-- WHAT IS EXPECTED --
Copy out lines with the word "other" from the material that follows.

-- RECORDS TO PROCESS --
+-------+
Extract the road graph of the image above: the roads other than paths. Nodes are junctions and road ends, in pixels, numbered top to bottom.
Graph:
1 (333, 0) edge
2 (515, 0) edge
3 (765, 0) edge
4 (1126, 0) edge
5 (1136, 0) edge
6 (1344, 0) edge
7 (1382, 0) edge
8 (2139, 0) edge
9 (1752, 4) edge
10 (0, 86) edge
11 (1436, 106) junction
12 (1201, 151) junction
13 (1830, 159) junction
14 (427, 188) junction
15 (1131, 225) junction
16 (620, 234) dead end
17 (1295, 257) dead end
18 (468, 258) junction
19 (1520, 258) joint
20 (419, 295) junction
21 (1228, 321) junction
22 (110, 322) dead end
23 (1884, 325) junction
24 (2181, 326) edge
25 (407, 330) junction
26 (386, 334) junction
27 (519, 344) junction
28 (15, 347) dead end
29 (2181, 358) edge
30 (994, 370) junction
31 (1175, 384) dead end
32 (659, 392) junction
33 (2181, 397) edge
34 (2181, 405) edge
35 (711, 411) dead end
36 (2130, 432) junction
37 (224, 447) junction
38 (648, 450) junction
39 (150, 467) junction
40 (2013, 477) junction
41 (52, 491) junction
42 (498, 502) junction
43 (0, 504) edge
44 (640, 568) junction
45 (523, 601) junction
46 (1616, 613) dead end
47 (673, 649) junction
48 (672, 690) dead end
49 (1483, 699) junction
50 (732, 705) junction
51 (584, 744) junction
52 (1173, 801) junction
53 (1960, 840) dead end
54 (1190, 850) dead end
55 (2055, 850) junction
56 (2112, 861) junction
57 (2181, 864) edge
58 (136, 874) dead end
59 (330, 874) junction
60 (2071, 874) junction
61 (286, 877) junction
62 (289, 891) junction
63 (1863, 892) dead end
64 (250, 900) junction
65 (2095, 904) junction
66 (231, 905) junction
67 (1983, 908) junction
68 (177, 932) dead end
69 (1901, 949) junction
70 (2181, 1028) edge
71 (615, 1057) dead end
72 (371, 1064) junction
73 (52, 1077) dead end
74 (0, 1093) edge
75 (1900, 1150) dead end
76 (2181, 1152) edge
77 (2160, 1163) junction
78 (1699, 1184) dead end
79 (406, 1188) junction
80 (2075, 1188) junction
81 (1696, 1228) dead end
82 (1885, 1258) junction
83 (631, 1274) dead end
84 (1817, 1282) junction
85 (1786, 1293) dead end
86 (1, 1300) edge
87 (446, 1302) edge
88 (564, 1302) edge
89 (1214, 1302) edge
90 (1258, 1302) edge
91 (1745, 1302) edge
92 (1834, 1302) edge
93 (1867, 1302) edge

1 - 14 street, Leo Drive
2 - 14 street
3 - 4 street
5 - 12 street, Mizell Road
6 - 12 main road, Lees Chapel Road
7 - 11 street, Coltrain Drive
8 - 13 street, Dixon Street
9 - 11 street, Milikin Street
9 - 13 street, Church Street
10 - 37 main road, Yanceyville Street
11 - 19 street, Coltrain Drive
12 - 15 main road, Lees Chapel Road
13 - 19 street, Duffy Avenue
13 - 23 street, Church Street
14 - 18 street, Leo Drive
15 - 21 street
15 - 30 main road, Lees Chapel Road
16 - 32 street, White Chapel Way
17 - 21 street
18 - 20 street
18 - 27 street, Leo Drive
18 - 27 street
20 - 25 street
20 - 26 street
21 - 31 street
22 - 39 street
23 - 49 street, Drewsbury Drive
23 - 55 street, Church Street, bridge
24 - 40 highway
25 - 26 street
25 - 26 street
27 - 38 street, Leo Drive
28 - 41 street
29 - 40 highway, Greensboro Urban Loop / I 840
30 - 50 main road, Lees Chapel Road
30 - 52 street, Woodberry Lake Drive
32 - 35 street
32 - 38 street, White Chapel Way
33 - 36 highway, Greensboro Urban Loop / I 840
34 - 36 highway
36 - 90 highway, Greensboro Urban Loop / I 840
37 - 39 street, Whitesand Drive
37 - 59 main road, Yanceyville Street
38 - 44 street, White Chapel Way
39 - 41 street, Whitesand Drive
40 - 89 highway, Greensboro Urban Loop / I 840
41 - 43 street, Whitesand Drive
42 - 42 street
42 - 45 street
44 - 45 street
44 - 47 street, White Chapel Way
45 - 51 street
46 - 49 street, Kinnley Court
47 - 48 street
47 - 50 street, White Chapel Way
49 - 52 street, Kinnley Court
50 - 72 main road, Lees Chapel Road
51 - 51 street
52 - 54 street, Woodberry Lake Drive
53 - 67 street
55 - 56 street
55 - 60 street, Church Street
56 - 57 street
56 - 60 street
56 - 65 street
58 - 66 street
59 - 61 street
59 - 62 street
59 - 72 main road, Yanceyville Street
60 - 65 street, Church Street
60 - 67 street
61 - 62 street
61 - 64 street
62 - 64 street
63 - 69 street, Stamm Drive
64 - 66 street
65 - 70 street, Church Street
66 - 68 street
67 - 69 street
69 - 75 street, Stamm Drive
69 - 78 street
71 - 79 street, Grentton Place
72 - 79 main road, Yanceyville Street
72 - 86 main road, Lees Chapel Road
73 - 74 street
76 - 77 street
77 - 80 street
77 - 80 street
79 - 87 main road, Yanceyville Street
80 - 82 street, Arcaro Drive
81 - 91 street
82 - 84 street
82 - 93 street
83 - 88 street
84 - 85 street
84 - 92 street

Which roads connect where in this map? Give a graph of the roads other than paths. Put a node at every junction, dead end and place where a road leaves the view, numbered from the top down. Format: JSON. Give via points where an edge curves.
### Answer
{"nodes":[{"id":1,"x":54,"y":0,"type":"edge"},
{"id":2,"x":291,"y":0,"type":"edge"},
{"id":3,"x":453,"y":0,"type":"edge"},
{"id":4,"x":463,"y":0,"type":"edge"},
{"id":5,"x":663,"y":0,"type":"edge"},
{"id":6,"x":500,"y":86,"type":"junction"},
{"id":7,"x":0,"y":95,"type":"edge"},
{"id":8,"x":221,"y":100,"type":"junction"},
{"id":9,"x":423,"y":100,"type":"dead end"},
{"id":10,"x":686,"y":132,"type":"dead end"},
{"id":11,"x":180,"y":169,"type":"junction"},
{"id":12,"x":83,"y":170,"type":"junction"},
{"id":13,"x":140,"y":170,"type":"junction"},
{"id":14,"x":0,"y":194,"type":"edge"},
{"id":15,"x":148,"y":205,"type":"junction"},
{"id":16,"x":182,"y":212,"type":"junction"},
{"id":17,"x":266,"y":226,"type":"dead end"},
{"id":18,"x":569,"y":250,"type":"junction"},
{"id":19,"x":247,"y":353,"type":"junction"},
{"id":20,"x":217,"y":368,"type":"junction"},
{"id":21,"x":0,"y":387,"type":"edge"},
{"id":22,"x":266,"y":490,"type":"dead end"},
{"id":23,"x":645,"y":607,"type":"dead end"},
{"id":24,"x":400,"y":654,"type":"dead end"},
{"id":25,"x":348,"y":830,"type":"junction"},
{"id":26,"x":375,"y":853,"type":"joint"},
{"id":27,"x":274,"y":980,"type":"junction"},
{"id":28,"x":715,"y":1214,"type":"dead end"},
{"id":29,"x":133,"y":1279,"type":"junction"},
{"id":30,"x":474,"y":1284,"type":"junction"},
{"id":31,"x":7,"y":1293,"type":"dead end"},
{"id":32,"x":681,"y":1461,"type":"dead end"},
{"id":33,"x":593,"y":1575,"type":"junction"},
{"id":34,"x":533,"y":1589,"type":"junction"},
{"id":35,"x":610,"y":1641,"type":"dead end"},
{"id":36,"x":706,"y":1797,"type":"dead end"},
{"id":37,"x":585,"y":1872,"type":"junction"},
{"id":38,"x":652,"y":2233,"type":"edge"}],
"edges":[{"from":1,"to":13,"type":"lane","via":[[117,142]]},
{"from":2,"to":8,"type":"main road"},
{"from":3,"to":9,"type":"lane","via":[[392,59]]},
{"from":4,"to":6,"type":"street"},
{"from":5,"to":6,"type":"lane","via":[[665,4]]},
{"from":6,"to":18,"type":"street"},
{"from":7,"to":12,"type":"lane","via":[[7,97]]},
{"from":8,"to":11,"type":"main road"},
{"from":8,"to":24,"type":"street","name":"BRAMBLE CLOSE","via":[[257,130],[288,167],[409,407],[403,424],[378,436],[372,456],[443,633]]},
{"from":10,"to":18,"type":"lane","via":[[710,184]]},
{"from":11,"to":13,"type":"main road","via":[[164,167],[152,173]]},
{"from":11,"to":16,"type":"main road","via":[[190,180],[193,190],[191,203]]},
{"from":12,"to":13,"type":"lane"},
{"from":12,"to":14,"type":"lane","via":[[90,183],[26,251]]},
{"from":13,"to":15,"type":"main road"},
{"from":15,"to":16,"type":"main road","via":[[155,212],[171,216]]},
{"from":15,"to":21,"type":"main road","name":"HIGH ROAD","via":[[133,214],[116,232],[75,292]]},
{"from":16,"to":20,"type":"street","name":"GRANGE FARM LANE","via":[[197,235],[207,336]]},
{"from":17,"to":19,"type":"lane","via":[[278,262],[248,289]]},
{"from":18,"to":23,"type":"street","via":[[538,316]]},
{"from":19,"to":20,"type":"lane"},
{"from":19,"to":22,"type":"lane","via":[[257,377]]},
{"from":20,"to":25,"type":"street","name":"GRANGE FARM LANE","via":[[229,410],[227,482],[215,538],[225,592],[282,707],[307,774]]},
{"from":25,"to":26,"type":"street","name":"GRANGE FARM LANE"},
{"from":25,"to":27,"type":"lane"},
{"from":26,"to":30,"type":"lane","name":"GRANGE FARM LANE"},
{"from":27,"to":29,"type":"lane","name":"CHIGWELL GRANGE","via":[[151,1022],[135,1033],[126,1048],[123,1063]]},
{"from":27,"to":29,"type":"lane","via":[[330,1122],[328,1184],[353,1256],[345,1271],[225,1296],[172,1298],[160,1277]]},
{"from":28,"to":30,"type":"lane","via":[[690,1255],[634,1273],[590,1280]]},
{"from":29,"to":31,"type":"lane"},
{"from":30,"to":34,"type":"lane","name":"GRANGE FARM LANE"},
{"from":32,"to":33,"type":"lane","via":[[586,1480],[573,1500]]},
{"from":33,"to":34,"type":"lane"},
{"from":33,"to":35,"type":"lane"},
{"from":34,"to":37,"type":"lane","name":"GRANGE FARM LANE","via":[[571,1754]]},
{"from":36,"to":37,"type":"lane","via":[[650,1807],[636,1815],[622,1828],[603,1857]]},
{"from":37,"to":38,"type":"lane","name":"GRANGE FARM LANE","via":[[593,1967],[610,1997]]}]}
+-------+
-- EXPECTED ANSWER --
Extract the road graph of the image above: the roads other than paths. Nodes are junctions and road ends, in pixels, numbered top to bottom.
Which roads connect where in this map? Give a graph of the roads other than paths. Put a node at every junction, dead end and place where a road leaves the view, numbered from the top down. Format: JSON. Give via points where an edge curves.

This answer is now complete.